[Records from a dataset]
· · ·

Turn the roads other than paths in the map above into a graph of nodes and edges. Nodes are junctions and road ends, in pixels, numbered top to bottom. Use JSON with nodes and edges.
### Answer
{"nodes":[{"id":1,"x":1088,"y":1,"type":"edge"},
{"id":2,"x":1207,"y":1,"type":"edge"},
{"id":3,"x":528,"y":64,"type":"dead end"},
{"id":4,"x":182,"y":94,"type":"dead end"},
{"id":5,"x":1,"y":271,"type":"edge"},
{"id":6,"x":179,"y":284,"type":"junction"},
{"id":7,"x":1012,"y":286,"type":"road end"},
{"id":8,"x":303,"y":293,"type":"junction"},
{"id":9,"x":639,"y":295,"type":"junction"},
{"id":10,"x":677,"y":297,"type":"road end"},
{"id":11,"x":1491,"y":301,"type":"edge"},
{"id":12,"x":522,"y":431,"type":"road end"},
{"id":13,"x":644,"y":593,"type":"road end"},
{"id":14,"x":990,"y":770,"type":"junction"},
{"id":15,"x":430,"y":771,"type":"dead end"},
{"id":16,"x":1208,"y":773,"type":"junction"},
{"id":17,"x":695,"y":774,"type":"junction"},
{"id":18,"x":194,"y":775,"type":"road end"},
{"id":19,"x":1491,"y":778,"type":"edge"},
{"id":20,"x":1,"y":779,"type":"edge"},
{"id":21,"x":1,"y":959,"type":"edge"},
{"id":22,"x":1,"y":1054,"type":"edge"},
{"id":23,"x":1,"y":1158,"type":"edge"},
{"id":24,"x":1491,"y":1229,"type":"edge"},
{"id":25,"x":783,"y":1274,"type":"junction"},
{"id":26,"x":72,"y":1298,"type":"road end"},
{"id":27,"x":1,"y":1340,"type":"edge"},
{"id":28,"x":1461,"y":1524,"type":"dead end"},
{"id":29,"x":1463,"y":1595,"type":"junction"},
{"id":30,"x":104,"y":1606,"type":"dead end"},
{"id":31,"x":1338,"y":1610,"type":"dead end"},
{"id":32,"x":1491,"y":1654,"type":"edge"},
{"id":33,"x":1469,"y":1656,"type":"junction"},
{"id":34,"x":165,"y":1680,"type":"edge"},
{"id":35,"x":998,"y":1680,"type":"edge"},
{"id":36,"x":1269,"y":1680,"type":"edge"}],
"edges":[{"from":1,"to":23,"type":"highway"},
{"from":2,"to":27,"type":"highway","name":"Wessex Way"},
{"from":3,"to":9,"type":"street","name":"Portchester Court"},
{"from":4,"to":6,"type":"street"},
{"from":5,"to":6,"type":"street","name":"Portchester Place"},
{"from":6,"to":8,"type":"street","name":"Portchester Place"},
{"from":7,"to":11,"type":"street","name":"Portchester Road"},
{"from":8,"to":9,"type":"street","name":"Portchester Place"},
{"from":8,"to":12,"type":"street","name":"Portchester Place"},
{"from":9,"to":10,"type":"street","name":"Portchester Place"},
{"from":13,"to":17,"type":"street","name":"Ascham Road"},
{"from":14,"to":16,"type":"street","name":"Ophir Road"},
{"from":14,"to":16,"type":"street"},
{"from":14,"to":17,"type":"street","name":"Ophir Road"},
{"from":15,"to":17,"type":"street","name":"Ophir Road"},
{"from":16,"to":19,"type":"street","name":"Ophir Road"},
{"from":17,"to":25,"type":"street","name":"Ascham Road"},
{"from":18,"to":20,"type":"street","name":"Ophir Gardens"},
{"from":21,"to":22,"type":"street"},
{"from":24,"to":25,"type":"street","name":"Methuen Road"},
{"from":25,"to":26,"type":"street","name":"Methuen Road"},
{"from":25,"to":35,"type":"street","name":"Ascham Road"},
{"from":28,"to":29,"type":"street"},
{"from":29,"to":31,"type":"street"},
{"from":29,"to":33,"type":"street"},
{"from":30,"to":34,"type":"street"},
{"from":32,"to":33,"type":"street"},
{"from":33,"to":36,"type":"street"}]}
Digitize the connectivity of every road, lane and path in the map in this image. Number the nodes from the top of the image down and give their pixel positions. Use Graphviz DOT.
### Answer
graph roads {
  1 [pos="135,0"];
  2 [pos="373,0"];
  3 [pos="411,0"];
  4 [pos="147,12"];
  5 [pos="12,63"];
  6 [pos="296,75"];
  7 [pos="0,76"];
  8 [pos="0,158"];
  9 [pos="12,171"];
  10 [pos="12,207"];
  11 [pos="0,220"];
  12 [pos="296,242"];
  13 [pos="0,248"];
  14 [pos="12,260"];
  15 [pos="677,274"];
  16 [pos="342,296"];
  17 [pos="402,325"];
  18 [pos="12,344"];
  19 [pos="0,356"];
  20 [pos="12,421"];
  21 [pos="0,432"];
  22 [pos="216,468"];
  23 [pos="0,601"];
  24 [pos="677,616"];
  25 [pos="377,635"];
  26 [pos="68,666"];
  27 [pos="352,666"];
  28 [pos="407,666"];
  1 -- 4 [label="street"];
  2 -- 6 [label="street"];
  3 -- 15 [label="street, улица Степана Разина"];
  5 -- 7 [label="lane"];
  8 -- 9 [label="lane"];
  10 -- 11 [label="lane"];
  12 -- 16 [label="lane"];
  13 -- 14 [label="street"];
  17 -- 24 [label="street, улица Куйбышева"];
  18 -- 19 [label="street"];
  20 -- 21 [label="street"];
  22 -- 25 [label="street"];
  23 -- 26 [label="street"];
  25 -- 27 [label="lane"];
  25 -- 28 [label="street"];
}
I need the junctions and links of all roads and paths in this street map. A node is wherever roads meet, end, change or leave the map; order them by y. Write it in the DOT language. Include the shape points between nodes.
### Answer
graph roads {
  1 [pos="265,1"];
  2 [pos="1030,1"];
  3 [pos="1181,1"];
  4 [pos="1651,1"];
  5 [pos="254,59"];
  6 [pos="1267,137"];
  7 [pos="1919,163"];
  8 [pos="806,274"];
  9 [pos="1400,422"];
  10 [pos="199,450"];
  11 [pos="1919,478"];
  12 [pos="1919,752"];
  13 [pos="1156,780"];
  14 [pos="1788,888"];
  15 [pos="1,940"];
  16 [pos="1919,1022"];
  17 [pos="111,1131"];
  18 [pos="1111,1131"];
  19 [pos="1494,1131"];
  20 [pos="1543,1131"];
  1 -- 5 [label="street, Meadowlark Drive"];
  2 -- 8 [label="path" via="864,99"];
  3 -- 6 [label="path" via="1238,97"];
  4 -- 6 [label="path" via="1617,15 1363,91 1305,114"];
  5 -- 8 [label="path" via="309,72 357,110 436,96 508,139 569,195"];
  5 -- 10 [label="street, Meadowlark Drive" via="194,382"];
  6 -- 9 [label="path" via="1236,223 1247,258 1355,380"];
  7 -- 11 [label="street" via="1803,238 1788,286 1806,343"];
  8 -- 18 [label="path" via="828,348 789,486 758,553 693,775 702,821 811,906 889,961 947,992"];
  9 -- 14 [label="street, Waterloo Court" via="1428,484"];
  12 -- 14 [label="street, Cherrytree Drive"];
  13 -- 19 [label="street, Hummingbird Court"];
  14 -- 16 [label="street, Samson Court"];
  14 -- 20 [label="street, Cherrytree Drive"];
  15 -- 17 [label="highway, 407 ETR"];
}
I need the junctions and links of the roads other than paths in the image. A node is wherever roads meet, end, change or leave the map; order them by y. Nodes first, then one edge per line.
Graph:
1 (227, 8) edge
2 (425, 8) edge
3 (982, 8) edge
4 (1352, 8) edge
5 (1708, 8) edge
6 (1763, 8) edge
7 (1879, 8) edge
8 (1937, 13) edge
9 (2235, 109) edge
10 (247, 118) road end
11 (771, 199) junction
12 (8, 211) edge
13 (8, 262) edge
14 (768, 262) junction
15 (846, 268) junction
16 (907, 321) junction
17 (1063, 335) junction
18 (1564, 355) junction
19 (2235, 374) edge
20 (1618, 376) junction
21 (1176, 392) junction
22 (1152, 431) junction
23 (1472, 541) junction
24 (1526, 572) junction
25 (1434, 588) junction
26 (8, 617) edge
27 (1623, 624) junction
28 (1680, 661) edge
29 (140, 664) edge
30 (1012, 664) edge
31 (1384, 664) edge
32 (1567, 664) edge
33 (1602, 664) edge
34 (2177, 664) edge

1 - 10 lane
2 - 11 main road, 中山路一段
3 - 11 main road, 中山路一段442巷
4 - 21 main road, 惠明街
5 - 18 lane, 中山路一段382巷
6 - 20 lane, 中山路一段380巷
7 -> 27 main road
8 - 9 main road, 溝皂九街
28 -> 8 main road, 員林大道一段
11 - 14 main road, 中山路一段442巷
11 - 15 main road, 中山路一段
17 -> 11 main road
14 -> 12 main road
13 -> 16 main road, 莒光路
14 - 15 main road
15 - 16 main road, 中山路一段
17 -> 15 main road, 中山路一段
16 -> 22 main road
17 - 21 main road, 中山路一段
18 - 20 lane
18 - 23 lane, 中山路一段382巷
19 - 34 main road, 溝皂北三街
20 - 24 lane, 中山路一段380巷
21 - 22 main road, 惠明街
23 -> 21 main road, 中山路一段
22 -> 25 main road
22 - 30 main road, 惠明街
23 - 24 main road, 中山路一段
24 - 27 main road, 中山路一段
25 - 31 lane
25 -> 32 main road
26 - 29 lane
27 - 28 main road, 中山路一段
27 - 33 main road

· · ·

**WORK TASK**
How many lines in the data above contain the string "Cherrytree"? Reply with only the number.

**WRITTEN RESPONSE**
2